§ Material provided:
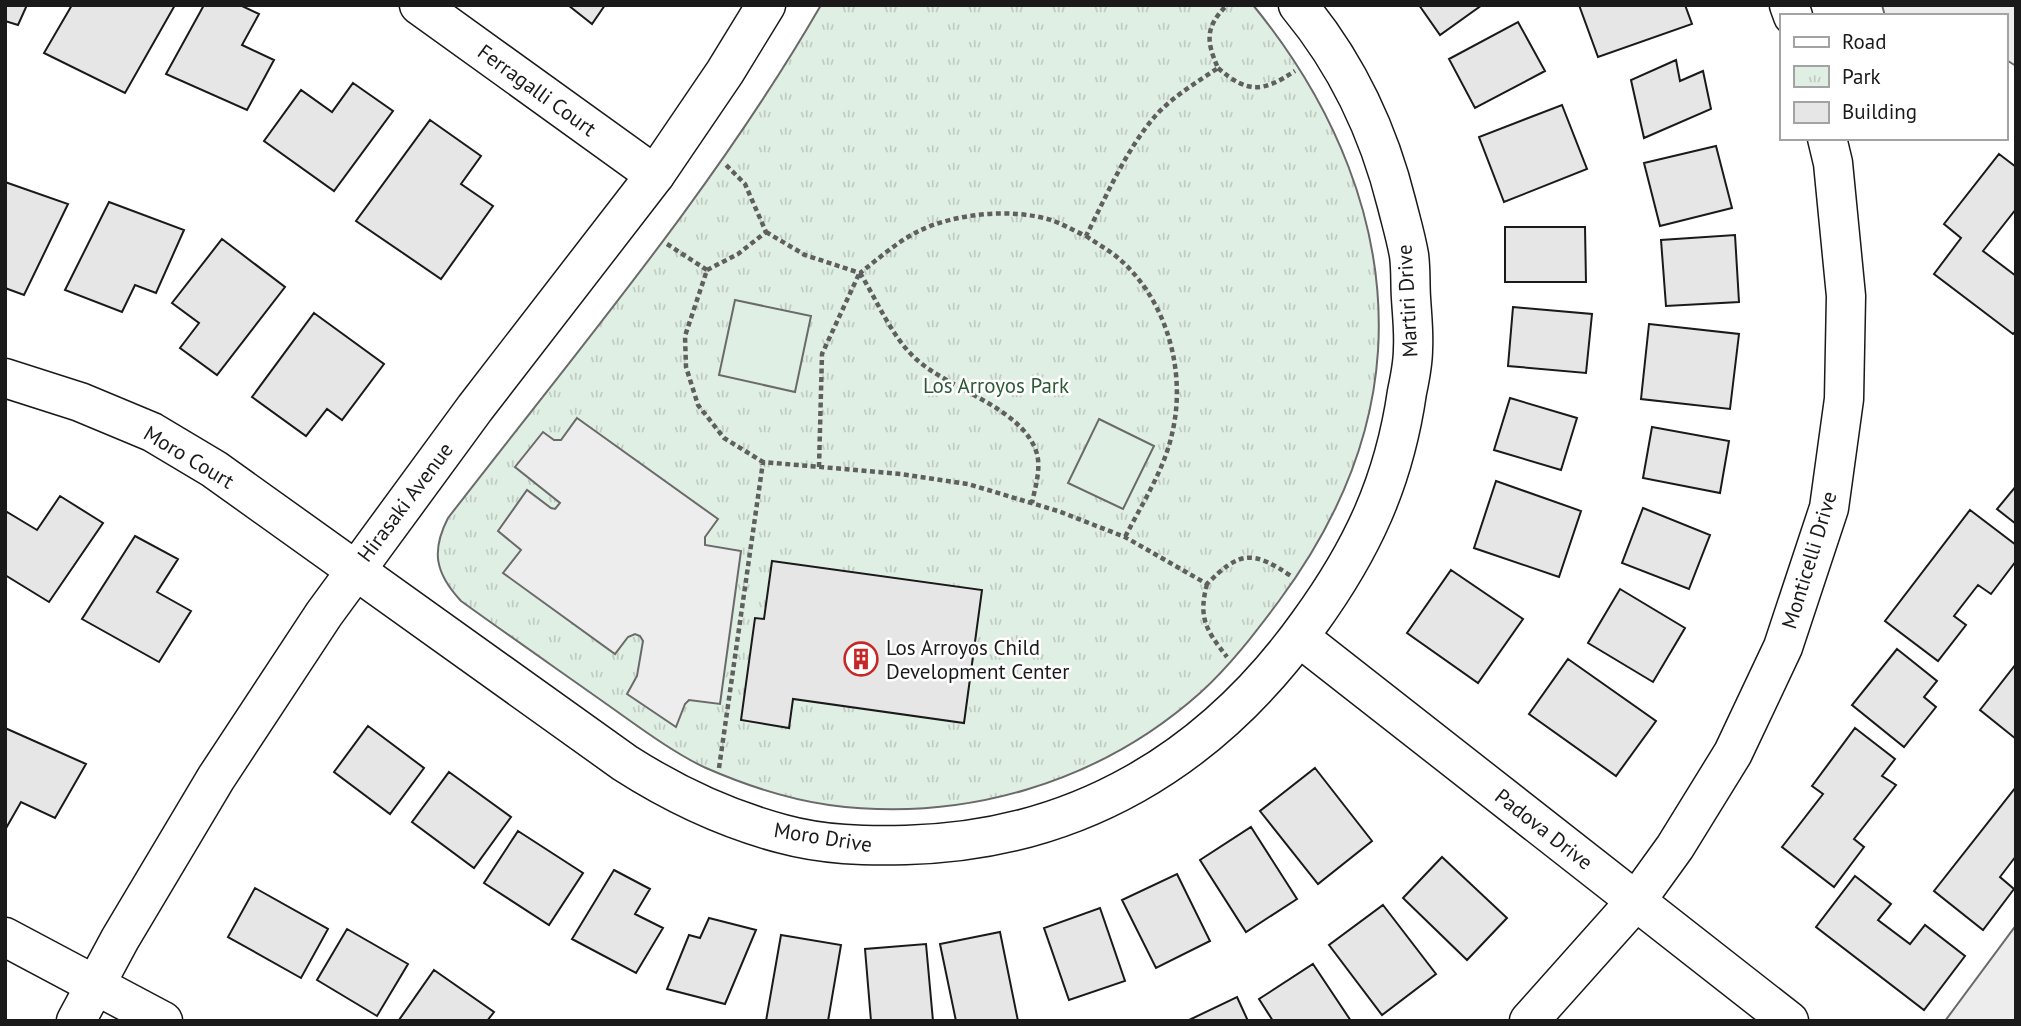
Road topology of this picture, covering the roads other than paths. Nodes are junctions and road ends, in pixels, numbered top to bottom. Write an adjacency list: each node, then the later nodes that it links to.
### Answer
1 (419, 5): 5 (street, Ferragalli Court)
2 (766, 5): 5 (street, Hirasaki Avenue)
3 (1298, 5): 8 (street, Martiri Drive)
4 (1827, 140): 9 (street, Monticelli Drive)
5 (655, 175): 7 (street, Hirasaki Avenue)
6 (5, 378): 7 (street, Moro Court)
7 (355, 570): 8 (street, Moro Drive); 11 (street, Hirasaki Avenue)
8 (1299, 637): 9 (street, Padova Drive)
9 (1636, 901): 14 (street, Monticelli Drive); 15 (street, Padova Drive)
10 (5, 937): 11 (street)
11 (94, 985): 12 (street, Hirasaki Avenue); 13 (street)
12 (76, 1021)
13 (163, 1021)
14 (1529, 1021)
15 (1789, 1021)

§ Work request: Print every line of the listing exactly, please, and leave the images out.

§ Solution to this task:
Road topology of this picture, covering the roads other than paths. Nodes are junctions and road ends, in pixels, numbered top to bottom. Write an adjacency list: each node, then the later nodes that it links to.
### Answer
1 (419, 5): 5 (street, Ferragalli Court)
2 (766, 5): 5 (street, Hirasaki Avenue)
3 (1298, 5): 8 (street, Martiri Drive)
4 (1827, 140): 9 (street, Monticelli Drive)
5 (655, 175): 7 (street, Hirasaki Avenue)
6 (5, 378): 7 (street, Moro Court)
7 (355, 570): 8 (street, Moro Drive); 11 (street, Hirasaki Avenue)
8 (1299, 637): 9 (street, Padova Drive)
9 (1636, 901): 14 (street, Monticelli Drive); 15 (street, Padova Drive)
10 (5, 937): 11 (street)
11 (94, 985): 12 (street, Hirasaki Avenue); 13 (street)
12 (76, 1021)
13 (163, 1021)
14 (1529, 1021)
15 (1789, 1021)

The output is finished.